Background: The ability of autologous chondrocyte transplantation to produce and maintain an effective articular cartilage repair under high mechanical demands has not been investigated.
Hypothesis: Autologous chondrocyte transplantation provides a reliable and durable repair of full-thickness knee articular cartilage lesions in high-demand athletes.
Study design: Case series; Level of evidence, 4.
Methods: A total of 45 soccer players were evaluated 41 +/- 4 months after autologous chondrocyte transplantation for their ability to return to soccer, the timing of their return, skill level, and functional outcome rating by the Tegner activity rating scale score and Brittberg score. The factors influencing the return to sport were analyzed.

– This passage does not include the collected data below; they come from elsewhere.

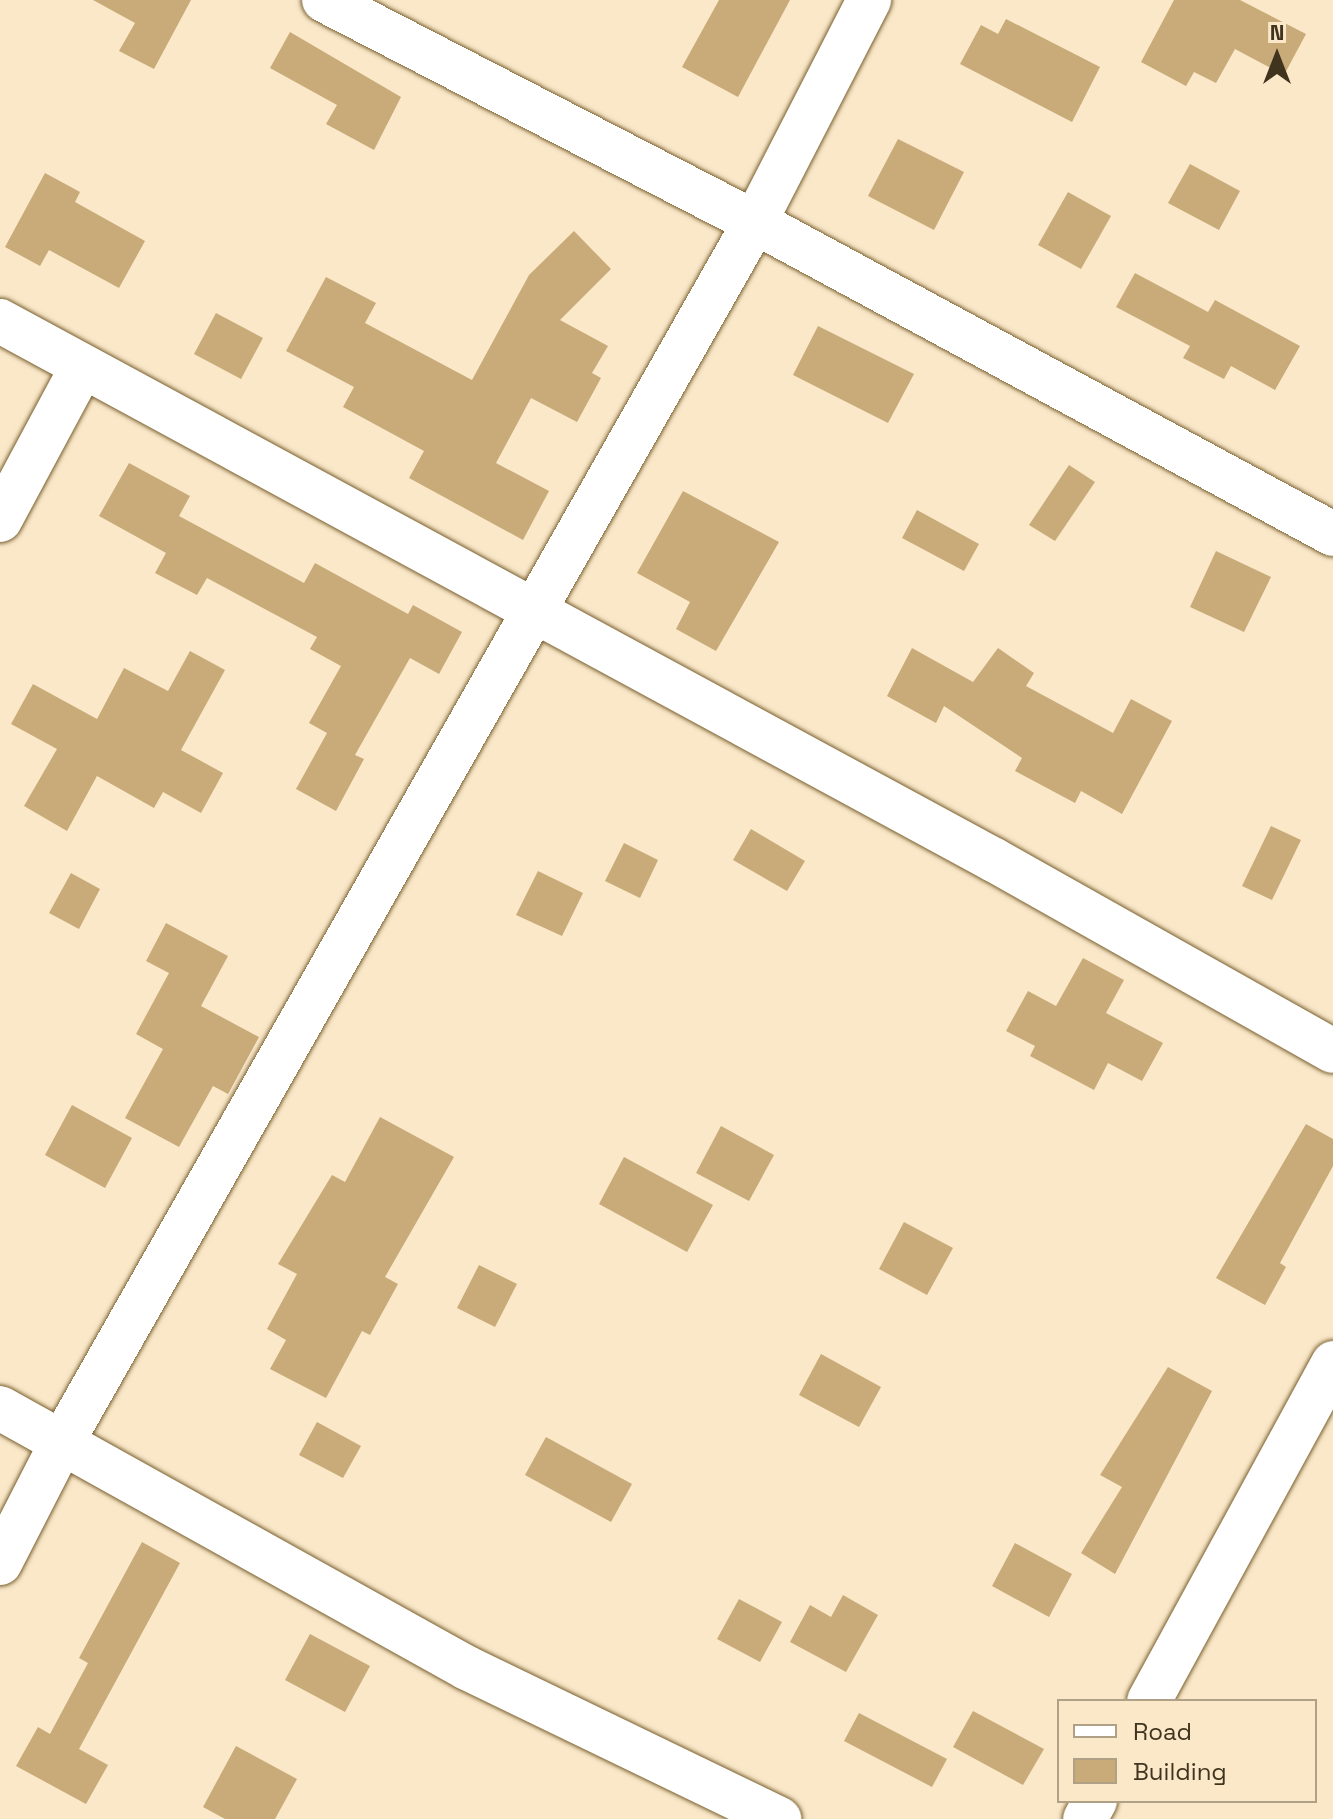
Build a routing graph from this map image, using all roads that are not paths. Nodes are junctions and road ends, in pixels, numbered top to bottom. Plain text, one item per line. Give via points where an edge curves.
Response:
1 (324, 0) edge
2 (869, 0) edge
3 (755, 222) junction
4 (0, 321) edge
5 (82, 367) junction
6 (0, 520) edge
7 (1333, 534) edge
8 (535, 611) junction
9 (1333, 1051) edge
10 (1333, 1363) edge
11 (0, 1408) edge
12 (61, 1444) junction
13 (0, 1563) edge
14 (1150, 1699) edge
15 (779, 1819) edge

1 - 3 street
2 - 3 street
3 - 7 street
3 - 8 street
4 - 5 street
5 - 6 street
5 - 8 street
8 - 9 street
8 - 12 street
10 - 14 street
11 - 12 street
12 - 13 street
12 - 15 street via 467,1668

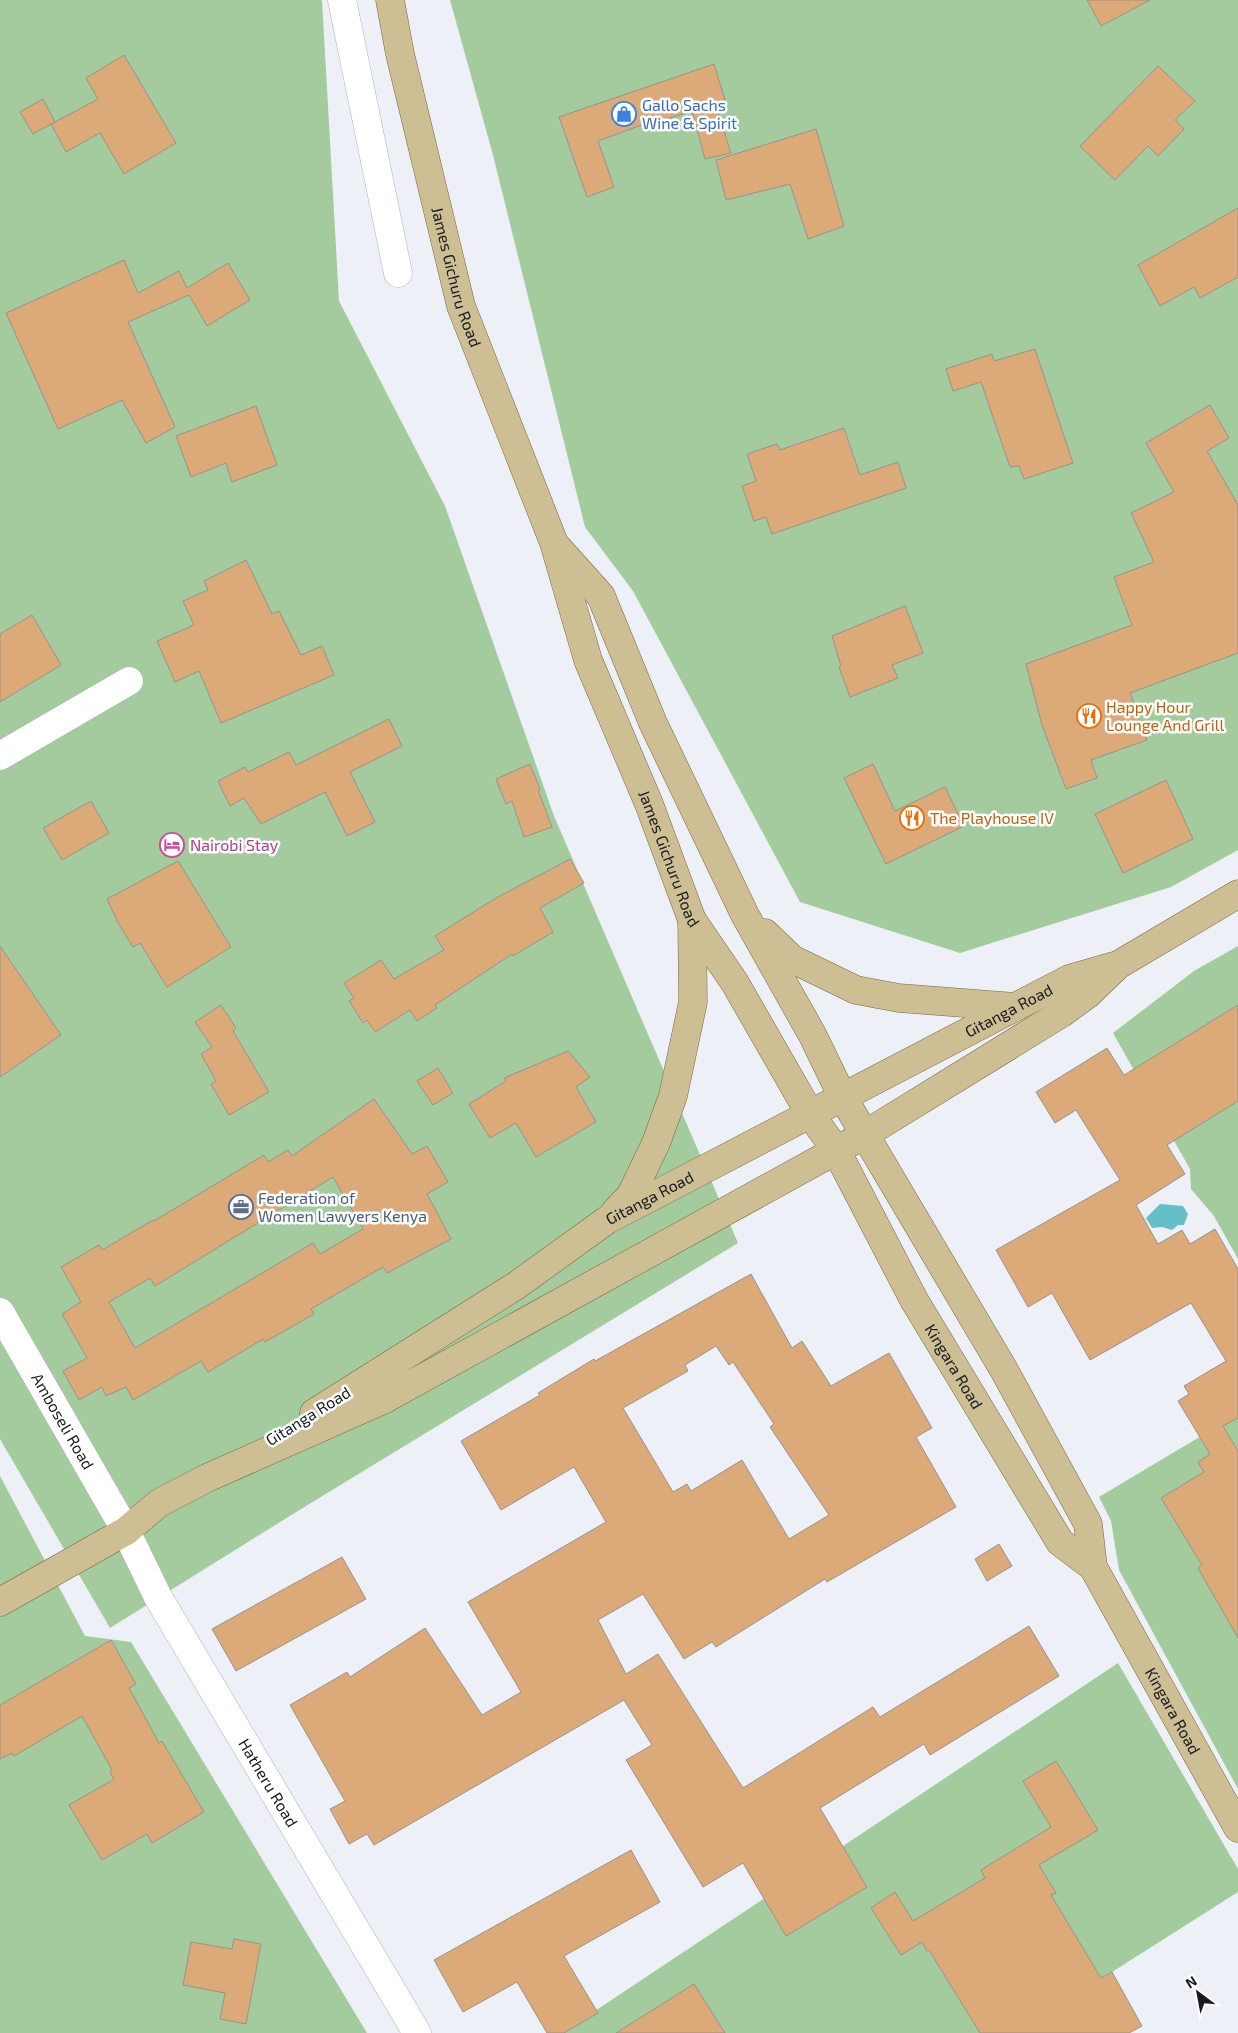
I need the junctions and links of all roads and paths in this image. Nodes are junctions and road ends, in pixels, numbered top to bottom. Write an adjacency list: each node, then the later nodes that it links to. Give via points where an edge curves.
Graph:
1 (342, 0): 3 (street)
2 (390, 0): 4 (main road, James Gichuru Road, via 402,63 461,306)
3 (398, 273)
4 (554, 543): 8 (main road, James Gichuru Road, via 601,596 653,723); 9 (main road, James Gichuru Road, via 588,660 649,804)
5 (129, 681): 6 (street)
6 (0, 756)
7 (1238, 894): 10 (main road, Gitanga Road)
8 (745, 914): 11 (main road, via 792,959 856,990 899,998); 12 (main road, James Gichuru Road, via 813,1036)
9 (692, 920): 13 (main road, James Gichuru Road, via 735,983); 16 (main road, via 693,1002 674,1096 631,1196)
10 (1118, 965): 11 (main road, Gitanga Road, via 1069,979); 14 (main road, Gitanga Road, via 1062,1013)
11 (1016, 1008): 12 (main road, Gitanga Road)
12 (842, 1096): 13 (main road, Gitanga Road); 14 (main road, James Gichuru Road)
13 (810, 1114): 15 (main road, James Gichuru Road); 16 (main road, Gitanga Road)
14 (864, 1135): 15 (main road, Gitanga Road); 20 (main road, Kingara Road, via 1004,1370 1088,1524)
15 (836, 1150): 18 (main road, Gitanga Road, via 382,1400); 20 (main road, Kingara Road, via 914,1300 1060,1542)
16 (607, 1220): 18 (main road, Gitanga Road, via 517,1285)
17 (0, 1312): 19 (street, Amboseli Road)
18 (207, 1478): 19 (main road, Gitanga Road, via 159,1503)
19 (126, 1531): 21 (main road, Gitanga Road); 23 (street, Hatheru Road, via 158,1597)
20 (1093, 1567): 22 (main road, Kingara Road)
21 (0, 1602)
22 (1238, 1828)
23 (417, 2033)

Results: Of these players, 72% reported good to excellent results, with significant overall improvement of Tegner activity rating scale scores; 33% returned to soccer, including 83% of competitive-level players and 16% of recreational players. Of the returning players, 80% returned to the same skill level and 87% maintained their ability to play soccer at 52 +/- 8 months postoperatively. Players who successfully returned to soccer were significantly younger and had a shorter preoperative duration of symptoms than did patients who did not return to the sport. Concomitant adjuvant procedures did not adversely affect the ability to return to soccer.
Conclusion: Repair of knee articular cartilage lesions by autologous chondrocyte transplantation in high-performance athletes is particularly successful in younger, competitive athletes with limited preoperative intervals.